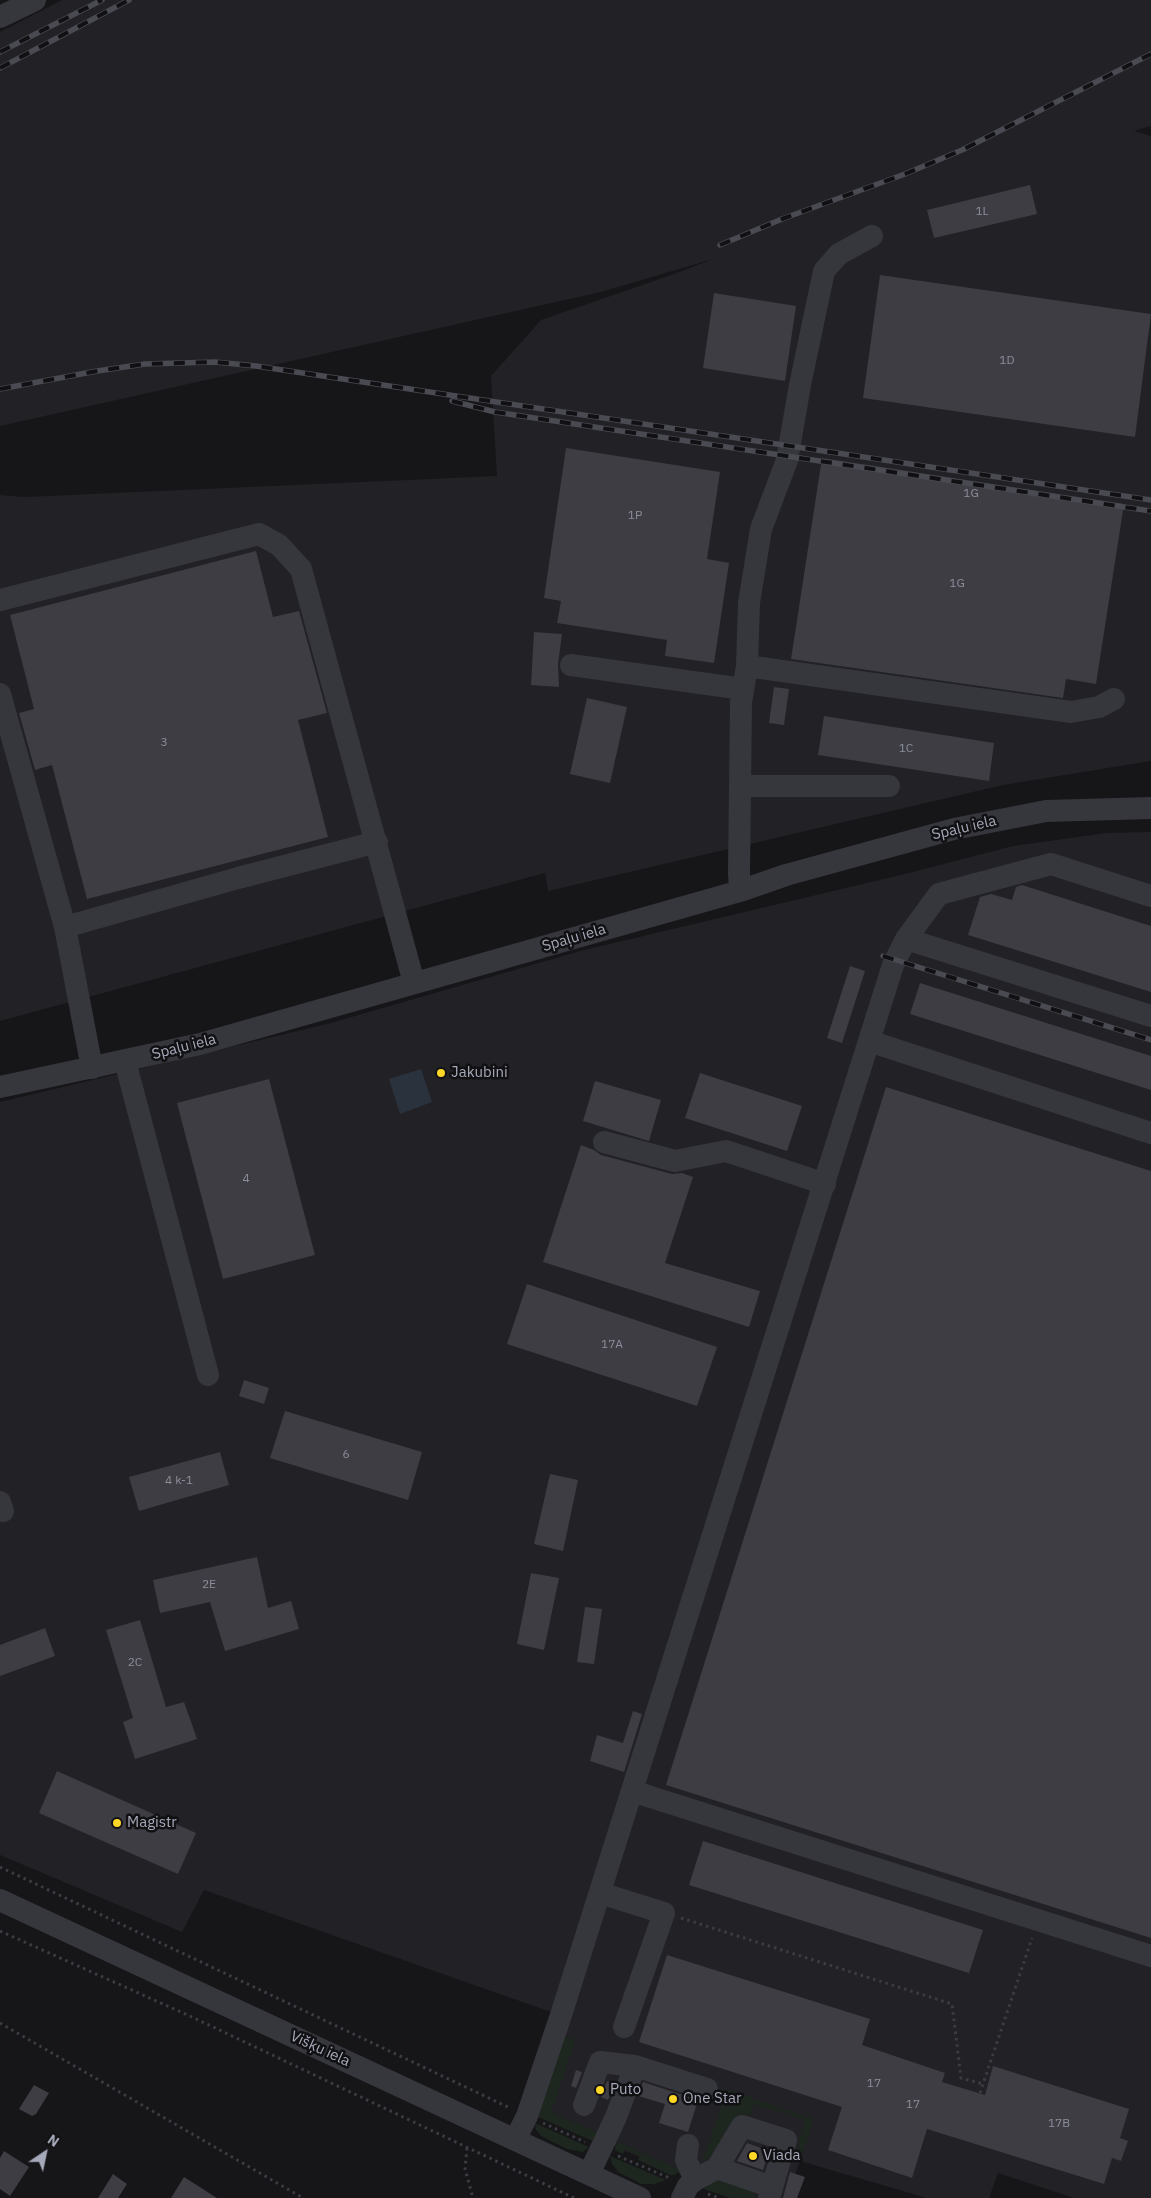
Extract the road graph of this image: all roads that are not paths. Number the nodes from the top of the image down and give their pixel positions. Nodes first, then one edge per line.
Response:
--
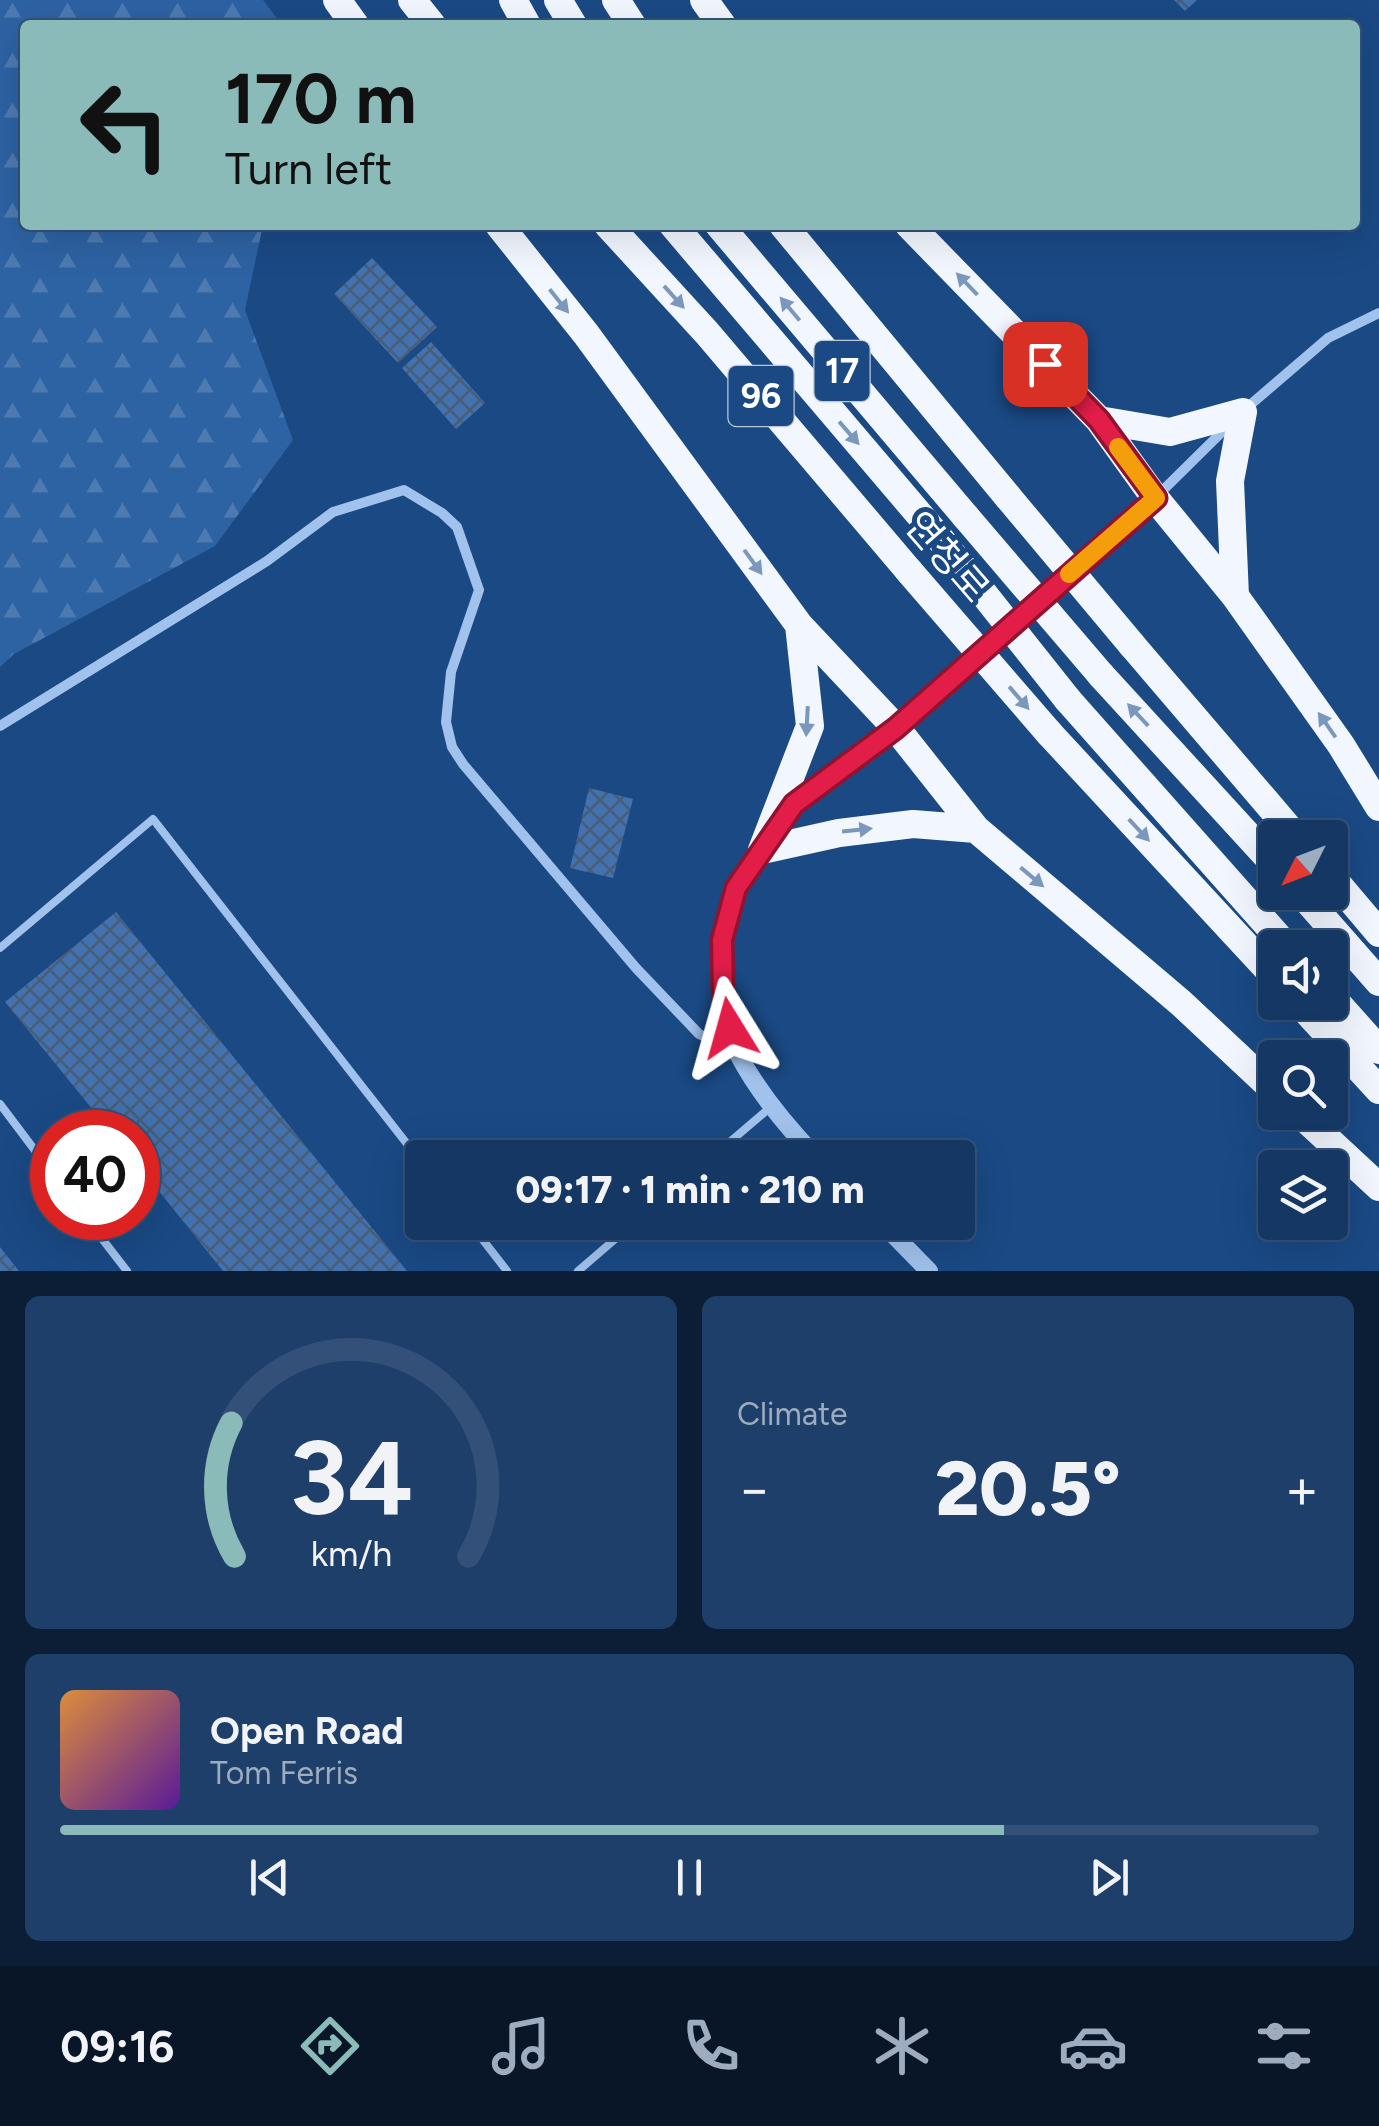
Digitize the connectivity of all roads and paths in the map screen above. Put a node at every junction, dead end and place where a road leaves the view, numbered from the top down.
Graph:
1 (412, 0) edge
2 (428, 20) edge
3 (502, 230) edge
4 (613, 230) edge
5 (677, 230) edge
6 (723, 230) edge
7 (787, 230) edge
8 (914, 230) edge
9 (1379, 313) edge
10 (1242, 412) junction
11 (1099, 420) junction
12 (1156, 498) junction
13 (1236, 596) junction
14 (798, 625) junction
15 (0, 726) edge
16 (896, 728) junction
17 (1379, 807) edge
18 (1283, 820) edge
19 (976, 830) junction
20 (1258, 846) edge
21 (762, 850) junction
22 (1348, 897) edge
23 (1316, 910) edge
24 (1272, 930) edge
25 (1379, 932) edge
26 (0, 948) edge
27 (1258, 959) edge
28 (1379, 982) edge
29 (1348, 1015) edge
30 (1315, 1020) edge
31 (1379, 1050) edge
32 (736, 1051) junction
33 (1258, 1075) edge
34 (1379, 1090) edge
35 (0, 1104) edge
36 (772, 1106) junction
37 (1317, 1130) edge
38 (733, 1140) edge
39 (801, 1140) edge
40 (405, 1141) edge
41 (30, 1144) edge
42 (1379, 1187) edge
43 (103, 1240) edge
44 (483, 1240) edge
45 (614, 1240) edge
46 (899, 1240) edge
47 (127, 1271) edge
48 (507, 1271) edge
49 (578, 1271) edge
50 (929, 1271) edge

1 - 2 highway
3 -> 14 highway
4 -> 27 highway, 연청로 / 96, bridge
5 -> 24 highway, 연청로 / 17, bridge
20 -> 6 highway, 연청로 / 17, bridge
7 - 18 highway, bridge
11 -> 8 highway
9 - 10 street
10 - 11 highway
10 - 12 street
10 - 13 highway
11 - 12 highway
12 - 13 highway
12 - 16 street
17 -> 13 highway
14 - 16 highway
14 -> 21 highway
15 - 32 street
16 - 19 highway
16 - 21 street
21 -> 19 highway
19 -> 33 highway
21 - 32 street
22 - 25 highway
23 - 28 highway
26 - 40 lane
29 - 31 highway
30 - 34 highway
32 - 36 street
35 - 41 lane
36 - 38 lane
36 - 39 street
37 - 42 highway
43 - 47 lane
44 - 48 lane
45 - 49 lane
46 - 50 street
* * *
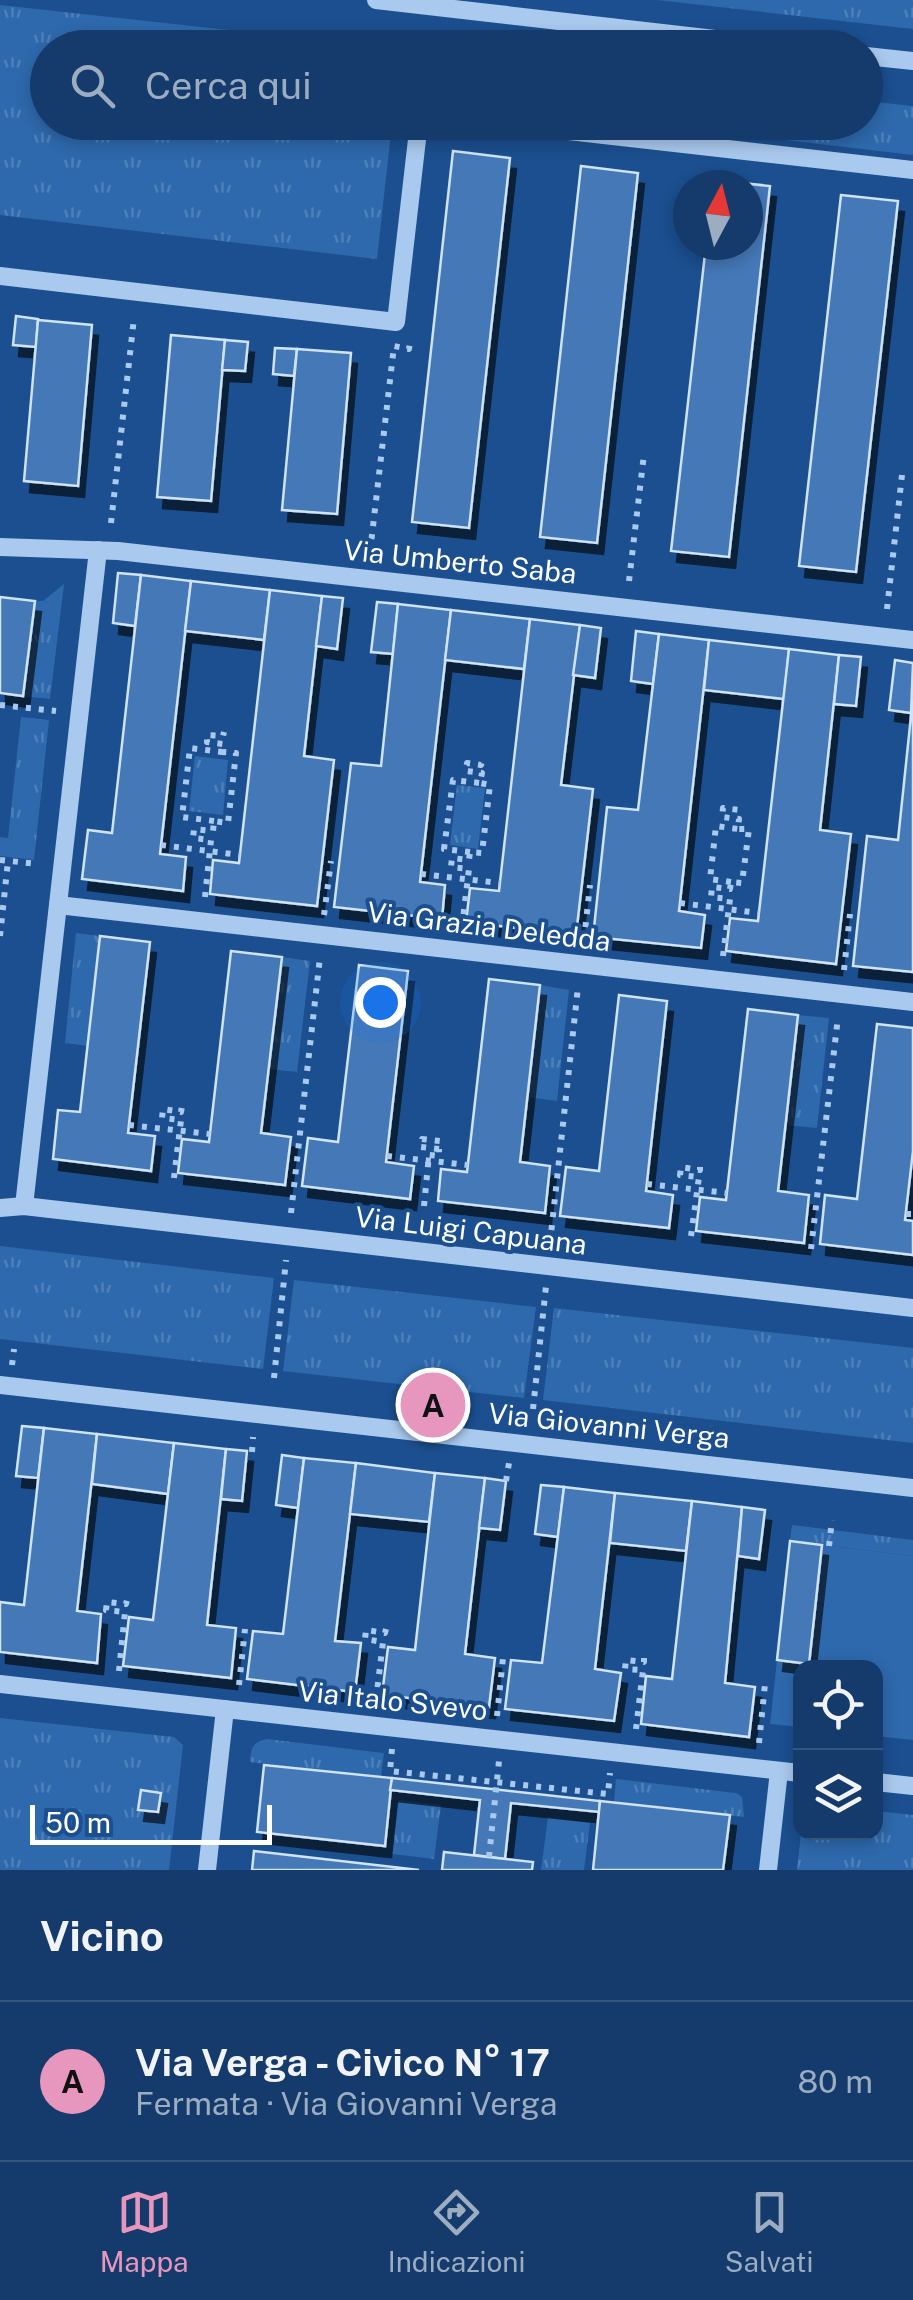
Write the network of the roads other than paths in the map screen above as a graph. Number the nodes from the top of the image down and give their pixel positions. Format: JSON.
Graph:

= Exercise directions =
Identify each line of the material where the word "give" shows up, and copy it.

= Solution =
Extract the road graph of this image: all roads that are not paths. Number the nodes from the top of the image down and give their pixel positions. Nodes first, then one edge per line.
Write the network of the roads other than paths in the map screen above as a graph. Number the nodes from the top of the image down and give their pixel positions. Format: JSON.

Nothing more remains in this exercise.